Given data
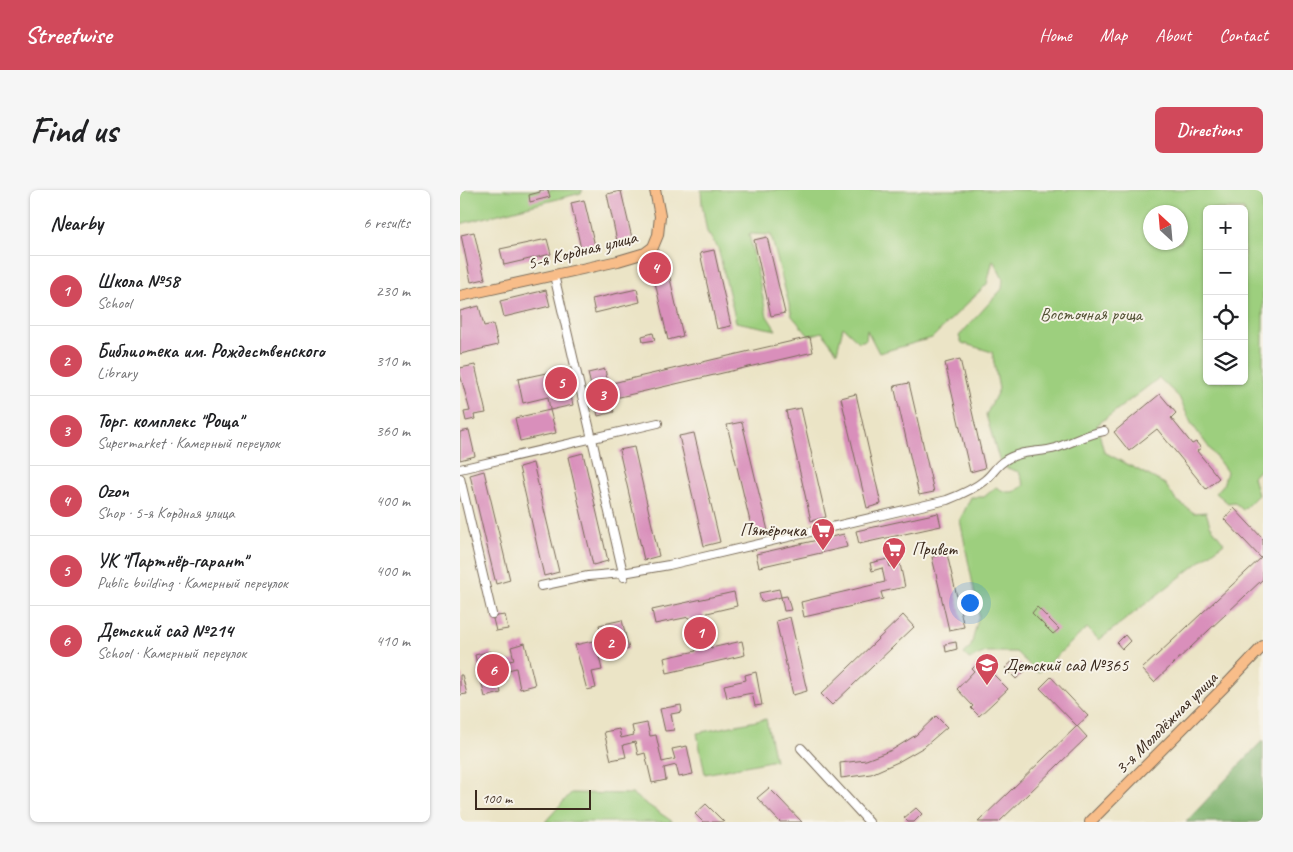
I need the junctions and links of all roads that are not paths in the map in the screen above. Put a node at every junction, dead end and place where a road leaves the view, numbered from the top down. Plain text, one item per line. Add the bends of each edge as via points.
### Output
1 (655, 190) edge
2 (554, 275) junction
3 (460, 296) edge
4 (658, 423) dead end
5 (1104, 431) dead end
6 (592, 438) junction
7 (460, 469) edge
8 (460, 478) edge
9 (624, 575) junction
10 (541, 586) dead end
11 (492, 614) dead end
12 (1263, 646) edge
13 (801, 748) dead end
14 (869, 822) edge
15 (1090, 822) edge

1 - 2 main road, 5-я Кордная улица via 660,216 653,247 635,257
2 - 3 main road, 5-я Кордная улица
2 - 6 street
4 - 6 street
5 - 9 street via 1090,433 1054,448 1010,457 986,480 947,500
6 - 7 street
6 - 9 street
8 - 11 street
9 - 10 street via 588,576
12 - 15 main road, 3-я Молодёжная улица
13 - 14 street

Prompt
Repeat the data above exactly, images excluded.

Output of the task
I need the junctions and links of all roads that are not paths in the map in the screen above. Put a node at every junction, dead end and place where a road leaves the view, numbered from the top down. Plain text, one item per line. Add the bends of each edge as via points.
### Output
1 (655, 190) edge
2 (554, 275) junction
3 (460, 296) edge
4 (658, 423) dead end
5 (1104, 431) dead end
6 (592, 438) junction
7 (460, 469) edge
8 (460, 478) edge
9 (624, 575) junction
10 (541, 586) dead end
11 (492, 614) dead end
12 (1263, 646) edge
13 (801, 748) dead end
14 (869, 822) edge
15 (1090, 822) edge

1 - 2 main road, 5-я Кордная улица via 660,216 653,247 635,257
2 - 3 main road, 5-я Кордная улица
2 - 6 street
4 - 6 street
5 - 9 street via 1090,433 1054,448 1010,457 986,480 947,500
6 - 7 street
6 - 9 street
8 - 11 street
9 - 10 street via 588,576
12 - 15 main road, 3-я Молодёжная улица
13 - 14 street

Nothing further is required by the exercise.